Task item
Copy out each line of the data that includes the string "Chipman".

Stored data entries
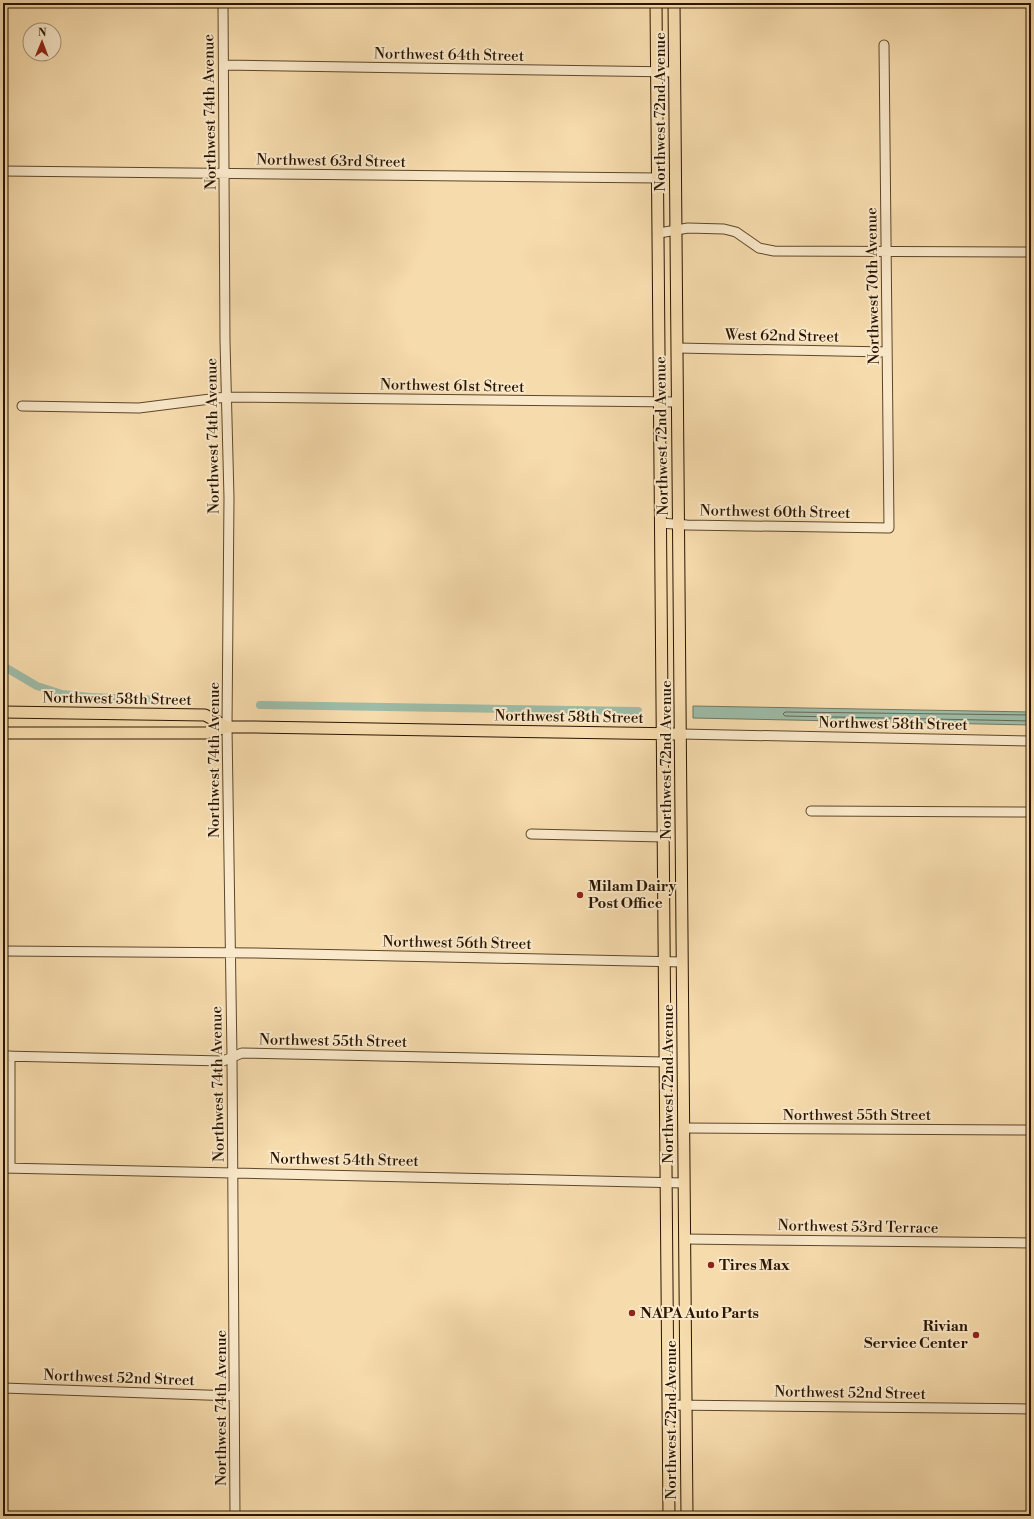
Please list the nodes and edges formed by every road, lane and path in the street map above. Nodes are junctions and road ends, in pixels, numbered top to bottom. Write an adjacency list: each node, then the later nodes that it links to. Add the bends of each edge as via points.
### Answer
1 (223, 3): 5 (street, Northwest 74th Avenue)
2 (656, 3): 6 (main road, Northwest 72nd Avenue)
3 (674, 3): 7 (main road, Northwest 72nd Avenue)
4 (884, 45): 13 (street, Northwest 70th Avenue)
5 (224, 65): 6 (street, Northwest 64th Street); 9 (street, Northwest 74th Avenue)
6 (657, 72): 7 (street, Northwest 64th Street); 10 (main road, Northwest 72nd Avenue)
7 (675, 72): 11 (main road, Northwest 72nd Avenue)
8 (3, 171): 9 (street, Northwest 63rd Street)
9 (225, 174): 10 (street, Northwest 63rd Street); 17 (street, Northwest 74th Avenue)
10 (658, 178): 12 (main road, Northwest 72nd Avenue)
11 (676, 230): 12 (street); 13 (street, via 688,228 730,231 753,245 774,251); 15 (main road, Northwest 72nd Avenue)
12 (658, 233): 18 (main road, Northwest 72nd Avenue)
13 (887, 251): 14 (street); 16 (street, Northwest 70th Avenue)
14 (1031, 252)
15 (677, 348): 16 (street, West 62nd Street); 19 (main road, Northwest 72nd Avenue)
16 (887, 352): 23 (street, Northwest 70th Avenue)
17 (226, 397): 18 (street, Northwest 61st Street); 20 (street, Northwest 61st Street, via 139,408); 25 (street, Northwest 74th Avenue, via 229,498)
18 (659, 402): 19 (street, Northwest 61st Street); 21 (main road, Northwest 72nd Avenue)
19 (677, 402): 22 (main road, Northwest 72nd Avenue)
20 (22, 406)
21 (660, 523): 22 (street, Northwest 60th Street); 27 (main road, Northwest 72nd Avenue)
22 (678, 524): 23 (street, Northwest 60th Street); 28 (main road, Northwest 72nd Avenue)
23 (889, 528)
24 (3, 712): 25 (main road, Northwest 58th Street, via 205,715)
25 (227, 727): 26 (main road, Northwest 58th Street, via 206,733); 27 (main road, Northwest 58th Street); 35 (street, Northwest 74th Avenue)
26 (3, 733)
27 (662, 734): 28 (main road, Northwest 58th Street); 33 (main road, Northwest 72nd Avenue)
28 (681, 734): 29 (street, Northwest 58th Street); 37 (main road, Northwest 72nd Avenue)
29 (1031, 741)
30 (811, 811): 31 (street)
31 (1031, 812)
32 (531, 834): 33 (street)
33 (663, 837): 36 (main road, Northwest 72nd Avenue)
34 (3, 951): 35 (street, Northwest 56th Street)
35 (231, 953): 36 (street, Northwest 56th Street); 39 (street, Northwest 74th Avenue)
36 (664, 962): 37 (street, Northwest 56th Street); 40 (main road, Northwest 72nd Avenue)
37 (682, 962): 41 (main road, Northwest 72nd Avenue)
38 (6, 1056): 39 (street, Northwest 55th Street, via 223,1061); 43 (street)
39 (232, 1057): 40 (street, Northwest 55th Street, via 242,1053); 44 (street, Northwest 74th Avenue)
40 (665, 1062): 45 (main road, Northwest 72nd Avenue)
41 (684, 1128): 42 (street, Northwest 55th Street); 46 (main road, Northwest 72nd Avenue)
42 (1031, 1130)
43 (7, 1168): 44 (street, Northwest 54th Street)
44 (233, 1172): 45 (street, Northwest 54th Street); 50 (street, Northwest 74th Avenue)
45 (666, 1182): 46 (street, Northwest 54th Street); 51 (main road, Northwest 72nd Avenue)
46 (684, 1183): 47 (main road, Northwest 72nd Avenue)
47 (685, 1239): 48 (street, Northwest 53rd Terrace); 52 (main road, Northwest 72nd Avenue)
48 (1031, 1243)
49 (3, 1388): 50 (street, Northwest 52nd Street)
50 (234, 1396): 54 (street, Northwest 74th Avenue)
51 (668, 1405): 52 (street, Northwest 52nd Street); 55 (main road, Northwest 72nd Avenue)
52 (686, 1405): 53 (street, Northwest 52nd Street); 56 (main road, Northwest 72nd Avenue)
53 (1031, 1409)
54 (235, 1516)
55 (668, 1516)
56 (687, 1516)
==
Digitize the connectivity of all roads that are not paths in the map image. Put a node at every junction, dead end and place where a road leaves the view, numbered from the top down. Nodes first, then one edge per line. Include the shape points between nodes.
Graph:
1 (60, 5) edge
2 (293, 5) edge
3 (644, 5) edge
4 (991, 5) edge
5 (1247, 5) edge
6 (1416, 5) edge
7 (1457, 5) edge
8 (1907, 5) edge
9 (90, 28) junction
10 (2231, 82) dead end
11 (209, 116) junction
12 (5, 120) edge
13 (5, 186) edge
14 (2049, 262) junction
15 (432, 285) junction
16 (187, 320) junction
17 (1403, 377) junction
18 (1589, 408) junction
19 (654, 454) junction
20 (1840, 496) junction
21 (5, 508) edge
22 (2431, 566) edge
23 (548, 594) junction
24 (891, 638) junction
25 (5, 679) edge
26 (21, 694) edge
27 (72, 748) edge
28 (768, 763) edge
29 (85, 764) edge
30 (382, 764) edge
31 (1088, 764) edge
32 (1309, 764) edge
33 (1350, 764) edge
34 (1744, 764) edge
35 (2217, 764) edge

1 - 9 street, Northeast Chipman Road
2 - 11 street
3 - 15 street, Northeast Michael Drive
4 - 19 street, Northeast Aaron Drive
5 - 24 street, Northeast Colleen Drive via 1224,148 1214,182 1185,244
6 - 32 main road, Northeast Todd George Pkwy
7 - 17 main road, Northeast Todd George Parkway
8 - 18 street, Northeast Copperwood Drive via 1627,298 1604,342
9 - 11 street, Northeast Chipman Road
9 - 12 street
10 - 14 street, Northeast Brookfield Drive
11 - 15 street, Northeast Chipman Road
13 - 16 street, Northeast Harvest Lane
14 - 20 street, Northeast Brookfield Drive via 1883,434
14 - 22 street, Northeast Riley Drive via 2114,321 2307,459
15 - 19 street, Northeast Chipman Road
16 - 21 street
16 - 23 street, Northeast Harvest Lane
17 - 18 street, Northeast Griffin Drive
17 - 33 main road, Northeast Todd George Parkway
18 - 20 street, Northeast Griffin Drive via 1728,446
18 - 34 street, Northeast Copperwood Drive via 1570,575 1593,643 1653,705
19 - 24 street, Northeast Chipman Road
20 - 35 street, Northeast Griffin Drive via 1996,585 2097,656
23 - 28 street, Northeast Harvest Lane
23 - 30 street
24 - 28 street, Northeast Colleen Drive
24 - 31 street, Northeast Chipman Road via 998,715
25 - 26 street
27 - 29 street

Exercise answer
1 - 9 street, Northeast Chipman Road
9 - 11 street, Northeast Chipman Road
11 - 15 street, Northeast Chipman Road
15 - 19 street, Northeast Chipman Road
19 - 24 street, Northeast Chipman Road
24 - 31 street, Northeast Chipman Road via 998,715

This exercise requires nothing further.